[Opening Records for the exercise section]

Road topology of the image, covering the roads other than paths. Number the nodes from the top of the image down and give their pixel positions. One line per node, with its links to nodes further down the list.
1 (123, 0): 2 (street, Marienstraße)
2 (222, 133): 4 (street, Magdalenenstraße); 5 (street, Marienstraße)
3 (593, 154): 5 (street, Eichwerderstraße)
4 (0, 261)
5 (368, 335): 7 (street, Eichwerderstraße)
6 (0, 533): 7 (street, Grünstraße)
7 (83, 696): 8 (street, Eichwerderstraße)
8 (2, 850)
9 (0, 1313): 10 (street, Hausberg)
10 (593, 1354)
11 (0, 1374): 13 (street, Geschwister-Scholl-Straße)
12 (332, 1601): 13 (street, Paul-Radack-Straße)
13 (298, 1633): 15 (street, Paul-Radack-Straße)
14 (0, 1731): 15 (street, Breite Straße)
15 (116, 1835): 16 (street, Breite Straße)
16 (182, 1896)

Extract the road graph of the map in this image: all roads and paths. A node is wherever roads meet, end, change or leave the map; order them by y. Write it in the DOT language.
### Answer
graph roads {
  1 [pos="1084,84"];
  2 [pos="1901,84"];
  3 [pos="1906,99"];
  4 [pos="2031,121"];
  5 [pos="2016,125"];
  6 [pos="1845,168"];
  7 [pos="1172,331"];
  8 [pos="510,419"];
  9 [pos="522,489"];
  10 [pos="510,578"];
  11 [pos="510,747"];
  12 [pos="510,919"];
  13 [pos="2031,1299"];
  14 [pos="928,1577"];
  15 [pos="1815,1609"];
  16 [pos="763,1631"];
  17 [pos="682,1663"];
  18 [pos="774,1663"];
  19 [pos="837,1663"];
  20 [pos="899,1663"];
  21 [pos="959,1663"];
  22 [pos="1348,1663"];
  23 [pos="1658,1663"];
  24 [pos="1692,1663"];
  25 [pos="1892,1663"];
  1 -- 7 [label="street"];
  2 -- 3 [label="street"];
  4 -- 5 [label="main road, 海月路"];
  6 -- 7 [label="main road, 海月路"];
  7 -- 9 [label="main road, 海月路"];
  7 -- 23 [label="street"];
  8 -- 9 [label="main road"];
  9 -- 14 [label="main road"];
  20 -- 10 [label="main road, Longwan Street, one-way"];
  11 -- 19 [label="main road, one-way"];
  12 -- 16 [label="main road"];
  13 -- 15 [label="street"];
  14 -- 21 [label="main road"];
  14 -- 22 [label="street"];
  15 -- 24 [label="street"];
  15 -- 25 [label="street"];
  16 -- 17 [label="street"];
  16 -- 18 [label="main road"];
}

[Closing Records for the exercise section]

Task objective: Please return every line from the one that contains "Extract the road" through the end of the entries, exactly, leaving out all others.

Written answer:
Extract the road graph of the map in this image: all roads and paths. A node is wherever roads meet, end, change or leave the map; order them by y. Write it in the DOT language.
### Answer
graph roads {
  1 [pos="1084,84"];
  2 [pos="1901,84"];
  3 [pos="1906,99"];
  4 [pos="2031,121"];
  5 [pos="2016,125"];
  6 [pos="1845,168"];
  7 [pos="1172,331"];
  8 [pos="510,419"];
  9 [pos="522,489"];
  10 [pos="510,578"];
  11 [pos="510,747"];
  12 [pos="510,919"];
  13 [pos="2031,1299"];
  14 [pos="928,1577"];
  15 [pos="1815,1609"];
  16 [pos="763,1631"];
  17 [pos="682,1663"];
  18 [pos="774,1663"];
  19 [pos="837,1663"];
  20 [pos="899,1663"];
  21 [pos="959,1663"];
  22 [pos="1348,1663"];
  23 [pos="1658,1663"];
  24 [pos="1692,1663"];
  25 [pos="1892,1663"];
  1 -- 7 [label="street"];
  2 -- 3 [label="street"];
  4 -- 5 [label="main road, 海月路"];
  6 -- 7 [label="main road, 海月路"];
  7 -- 9 [label="main road, 海月路"];
  7 -- 23 [label="street"];
  8 -- 9 [label="main road"];
  9 -- 14 [label="main road"];
  20 -- 10 [label="main road, Longwan Street, one-way"];
  11 -- 19 [label="main road, one-way"];
  12 -- 16 [label="main road"];
  13 -- 15 [label="street"];
  14 -- 21 [label="main road"];
  14 -- 22 [label="street"];
  15 -- 24 [label="street"];
  15 -- 25 [label="street"];
  16 -- 17 [label="street"];
  16 -- 18 [label="main road"];
}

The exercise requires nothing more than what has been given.